Josh:It just means you haven't paid them the attention they deserve. We're manipulating an array of bytes. By far, the biggest realization I had with computers was to understand that everything we do is the manipulation of a large array of bytes. All of the cutesy things we put on top of that are just ways of making this manipulation map closer to our thoughts and ideas. We ascribe meaning to this array of bytes, text, data, stack, BSS.
Josh:We divide it up into 4 kilobyte pages for administrative purposes as a layer of protection against processes, assessing the memory for other processes, and as a neat way of swapping memory to secondary storage when we run out of primary storage. Local variables are nothing more than offsets into the current stack frame. That's why it makes sense that the value of an uninitialized variable could be anything. It depends on what the last function to occupy that part of the stack was. However, none of this applies in the age of the virtual machine.
Josh:When it comes to working in Ruby, Python, Java, or any other language that runs on top of its own virtualized environment, the rules change, and I no longer know what's happening. I know that the virtual machine must communicate with the physical 1. So parts of my understanding still apply. But the rules for things like function calls and variable lookup are defined differently on a per environment basis. Example, Ruby instance variables.
Josh:Lately, I've been working on a project by Nick Markwell called boot.rb, a simple x86 kernel that will eventually boot into a Ruby shell. It uses the mruby version of Ruby. As a result of this work, I have had to dive very deep into the mruby internals. A few days ago, I was spelunking around how instance variables are defined on classes. Check this out.
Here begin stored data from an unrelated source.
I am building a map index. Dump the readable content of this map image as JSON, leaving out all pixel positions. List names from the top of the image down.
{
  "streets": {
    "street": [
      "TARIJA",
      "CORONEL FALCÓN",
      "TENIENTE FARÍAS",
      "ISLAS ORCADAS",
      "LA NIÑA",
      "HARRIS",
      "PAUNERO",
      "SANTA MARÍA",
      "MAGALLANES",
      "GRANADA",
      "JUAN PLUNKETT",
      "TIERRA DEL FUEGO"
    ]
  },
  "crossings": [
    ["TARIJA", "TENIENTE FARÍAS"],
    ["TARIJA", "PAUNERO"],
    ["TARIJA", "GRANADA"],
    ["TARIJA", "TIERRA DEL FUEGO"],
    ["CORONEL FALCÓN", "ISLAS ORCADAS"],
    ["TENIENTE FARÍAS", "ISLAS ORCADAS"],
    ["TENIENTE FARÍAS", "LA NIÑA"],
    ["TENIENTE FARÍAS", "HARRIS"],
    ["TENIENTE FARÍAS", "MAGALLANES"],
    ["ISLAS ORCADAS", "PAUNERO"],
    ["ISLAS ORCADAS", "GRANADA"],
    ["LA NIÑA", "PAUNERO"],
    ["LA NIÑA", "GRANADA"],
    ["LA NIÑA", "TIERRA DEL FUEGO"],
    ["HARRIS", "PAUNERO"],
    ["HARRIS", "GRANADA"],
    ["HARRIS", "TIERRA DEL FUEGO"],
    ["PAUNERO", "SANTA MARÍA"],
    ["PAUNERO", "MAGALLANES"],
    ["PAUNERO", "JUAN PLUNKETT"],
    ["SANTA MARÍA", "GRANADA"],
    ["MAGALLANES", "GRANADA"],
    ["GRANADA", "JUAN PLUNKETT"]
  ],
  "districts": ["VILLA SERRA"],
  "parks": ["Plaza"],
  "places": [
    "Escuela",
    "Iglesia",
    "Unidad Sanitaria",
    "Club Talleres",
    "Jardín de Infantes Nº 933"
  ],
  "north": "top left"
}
Josh:Iv put here and here. The iv put routine is used for setting instance variables on an object. The code reveals 2 interesting things. Setting instance variables creates a Ruby symbol, and Ruby has 2 methods of setting instance variables. 1 of them is a segmented list which appears to operate in o n time, n being the number of instance variables already set, but saves memory.
Josh:And the other, the default is a hash table. A symbol in Ruby is an interned string. The interesting property of them in our context is that they are never garbage collected. Therefore, every time you create a differently named instance variable, you're losing a little bit more memory. I won't critique this design decision, but it is an interesting property of instance variables that I sincerely doubt most of the Ruby community know and could potentially bite if someone were doing some crazy metaprogramming in an embedded Ruby environment configured for low memory.
Josh:Tenuous, I know. But these are the types of subtle scenarios that really draw blood when they bite. Wrapping up. The taller the house of cards, the more scared I get and the more painful the bugs can be. Abstractions are necessary to get things done in the kind of time frames that modern businesses expect, but they carry with them a cost.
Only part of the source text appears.